■ ABOUT THIS TASK
Find the string "Senatorska" in the records. Copy each line that has it.

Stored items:
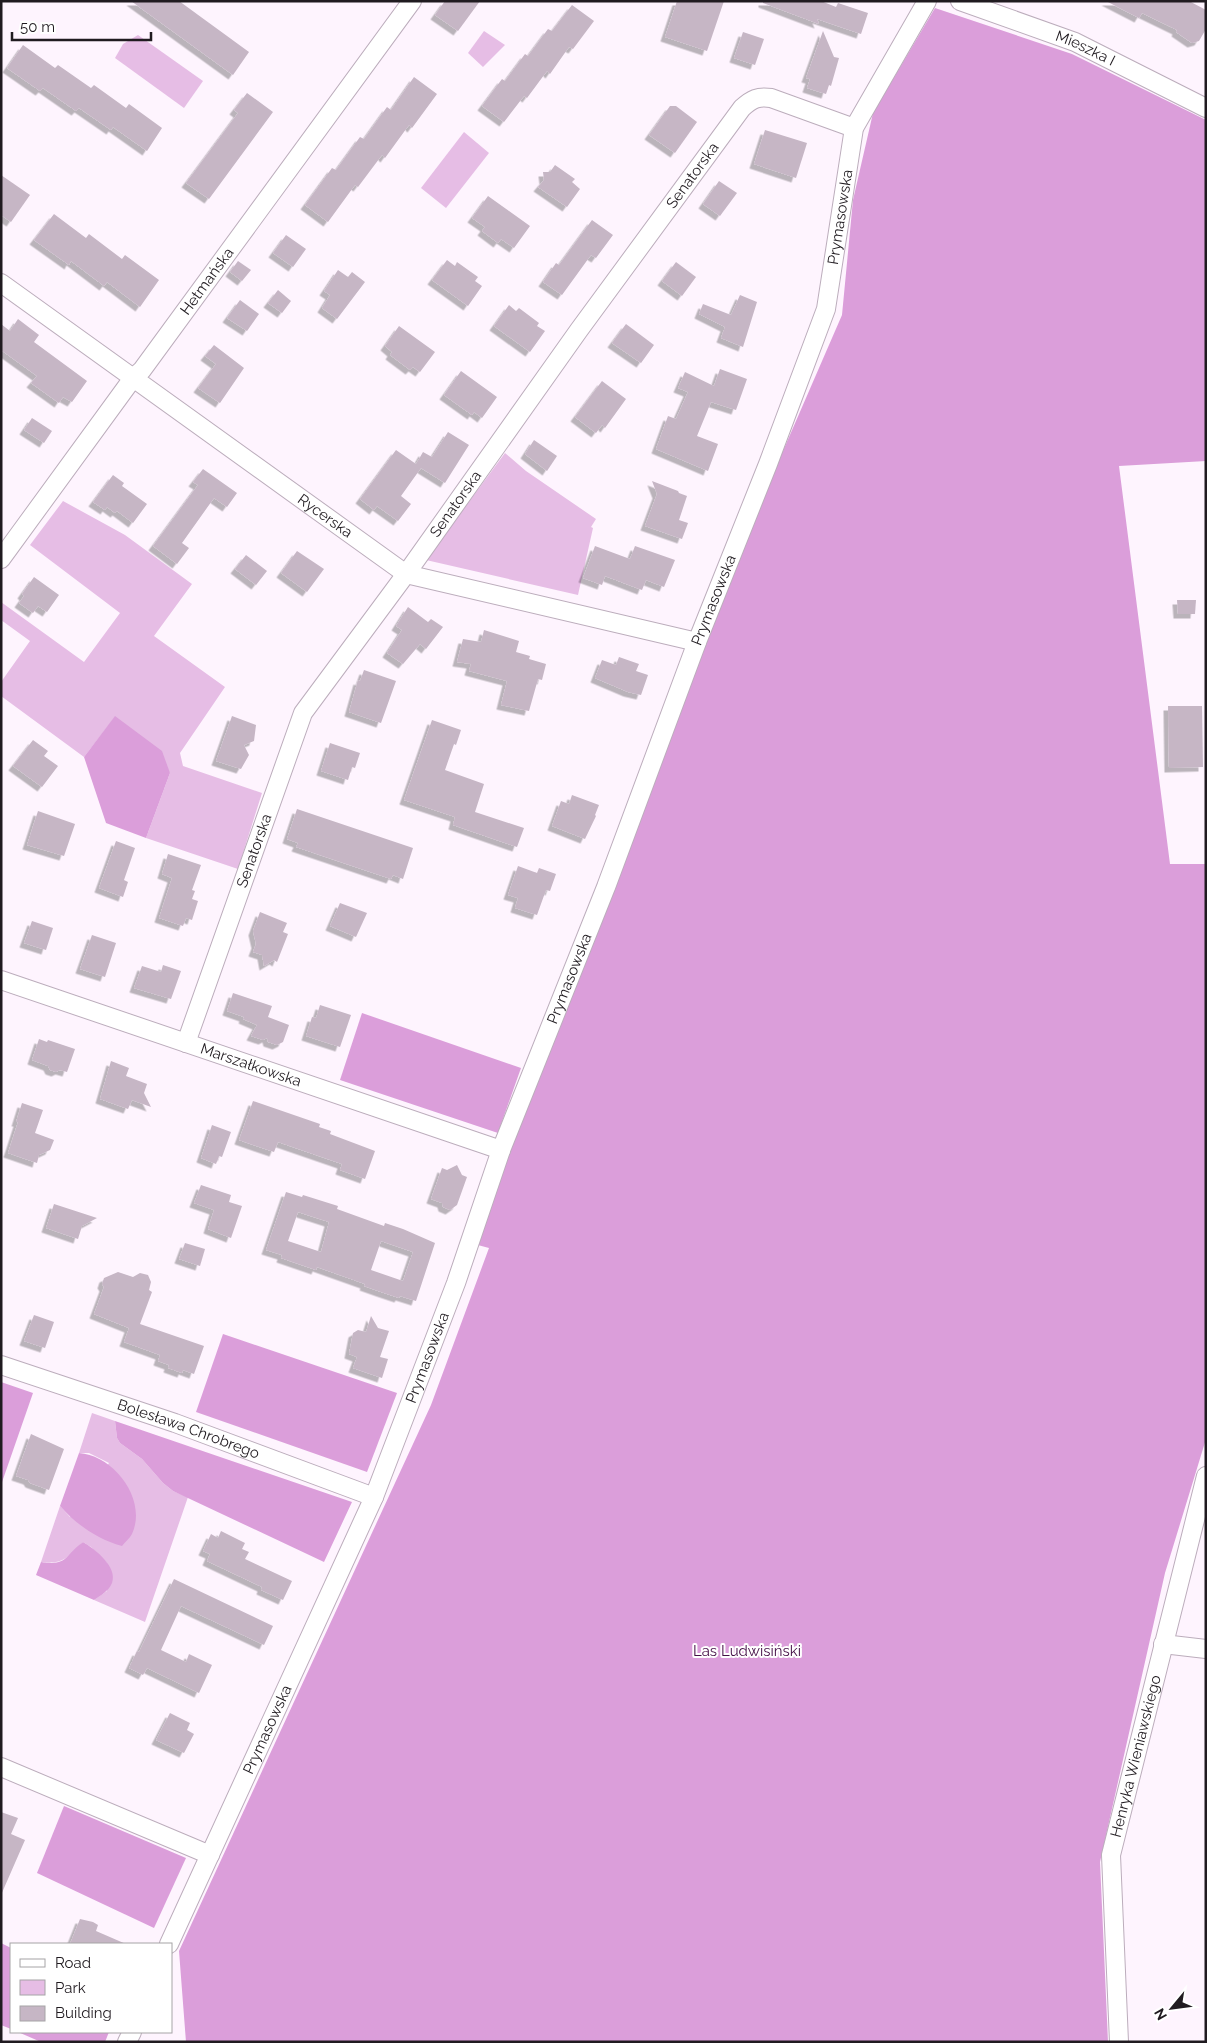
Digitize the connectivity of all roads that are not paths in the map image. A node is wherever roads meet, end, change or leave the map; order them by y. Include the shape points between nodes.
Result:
1 (412, 1) edge
2 (927, 1) edge
3 (960, 1) edge
4 (1206, 108) edge
5 (854, 128) junction
6 (1, 283) edge
7 (133, 378) junction
8 (1, 559) edge
9 (406, 574) junction
10 (697, 642) junction
11 (1, 980) edge
12 (186, 1043) junction
13 (501, 1150) junction
14 (1, 1365) edge
15 (1206, 1476) edge
16 (374, 1497) junction
17 (1164, 1644) junction
18 (1206, 1649) edge
19 (1, 1767) edge
20 (210, 1855) junction
21 (169, 1943) edge
22 (1119, 2042) edge

1 - 7 street, Hetmańska
2 - 5 street, Prymasowska
3 - 4 street, Mieszka I via 1076,42
5 - 9 street, Senatorska via 762,96 742,108
5 - 10 street, Prymasowska via 826,308
6 - 7 street, Rycerska
7 - 8 street, Hetmańska
7 - 9 street, Rycerska
9 - 10 street, Rycerska
9 - 12 street, Senatorska via 303,712
10 - 13 street, Prymasowska via 606,887
11 - 12 street, Marszałkowska
12 - 13 street, Marszałkowska
13 - 16 street, Prymasowska via 456,1283
14 - 16 street, Bolesława Chrobrego via 175,1423
15 - 17 street, Henryka Wieniawskiego
16 - 20 street, Prymasowska
17 - 18 street
17 - 22 street, Henryka Wieniawskiego via 1111,1855
19 - 20 street
20 - 21 street, Prymasowska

■ SOLVED PROBLEM
5 - 9 street, Senatorska via 762,96 742,108
9 - 12 street, Senatorska via 303,712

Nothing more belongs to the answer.